[Data for analysis]
^^^^^^^^

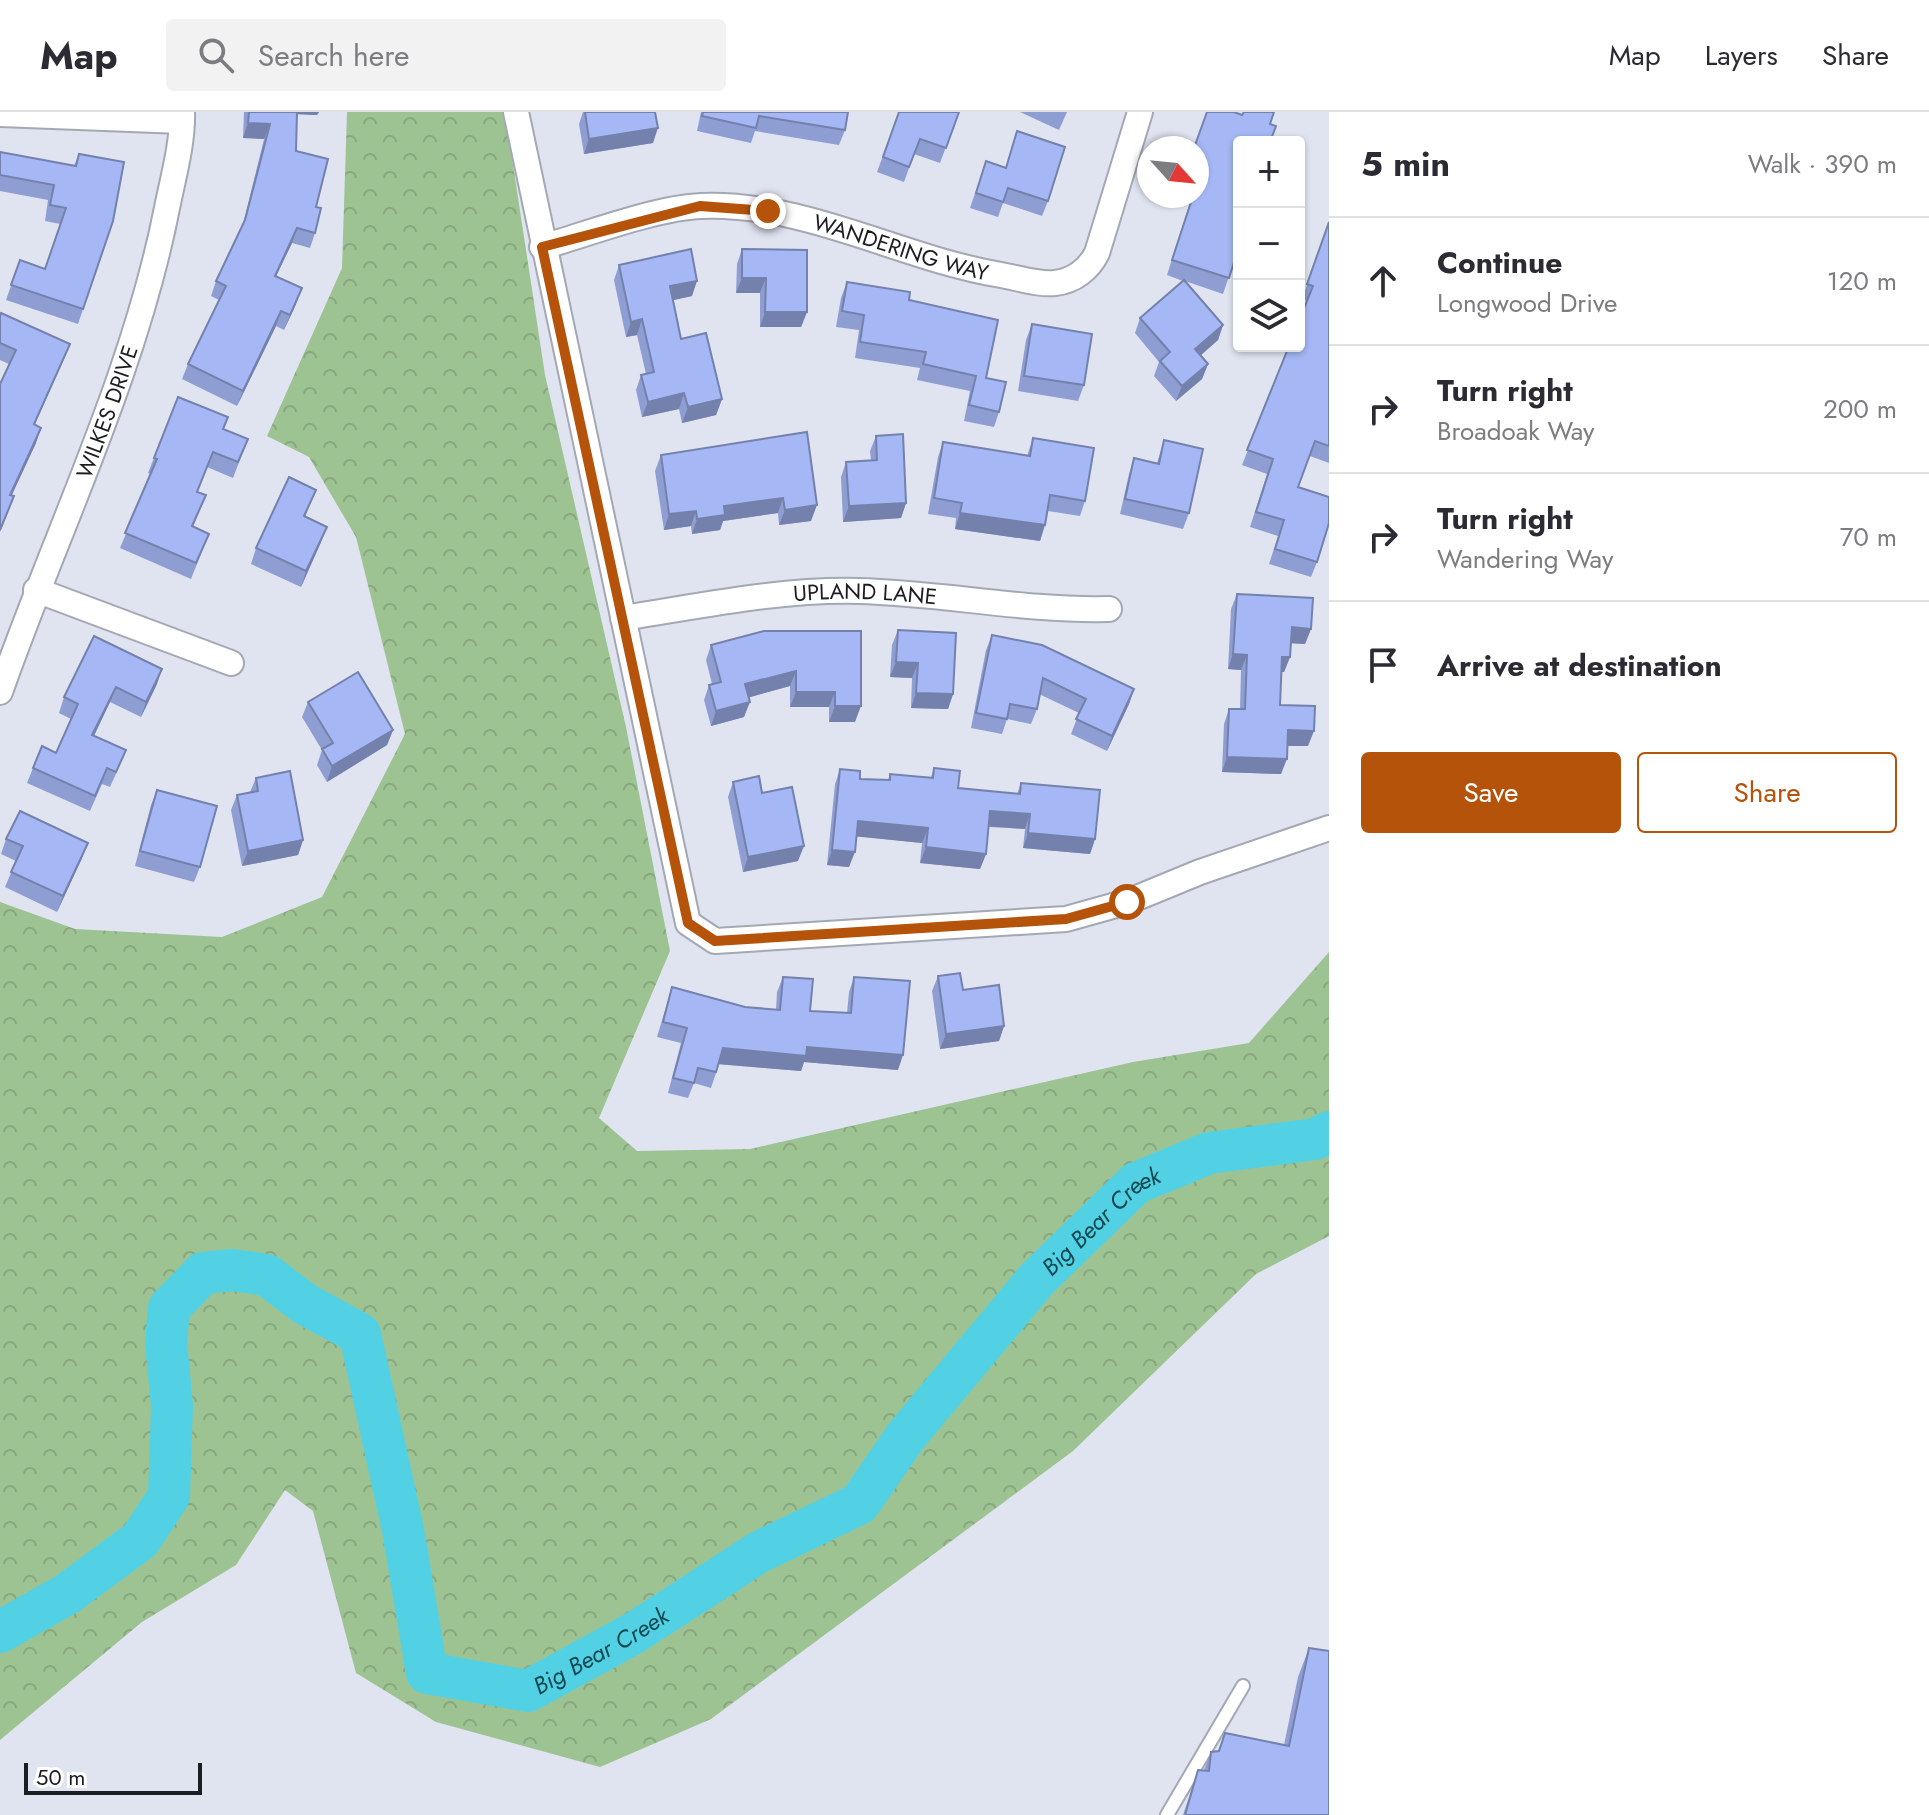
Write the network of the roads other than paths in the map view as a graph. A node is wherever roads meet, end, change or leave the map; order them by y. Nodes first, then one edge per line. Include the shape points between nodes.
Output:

^^^^^^^^

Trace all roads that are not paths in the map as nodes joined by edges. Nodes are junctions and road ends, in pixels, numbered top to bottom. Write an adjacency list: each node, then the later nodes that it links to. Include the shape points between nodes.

^^^^^^^^

[What you need to do] All lines in the entries above that include "node" should be found and copied.

[Solution below]
Write the network of the roads other than paths in the map view as a graph. A node is wherever roads meet, end, change or leave the map; order them by y. Nodes first, then one edge per line. Include the shape points between nodes.
Trace all roads that are not paths in the map as nodes joined by edges. Nodes are junctions and road ends, in pixels, numbered top to bottom. Write an adjacency list: each node, then the later nodes that it links to. Include the shape points between nodes.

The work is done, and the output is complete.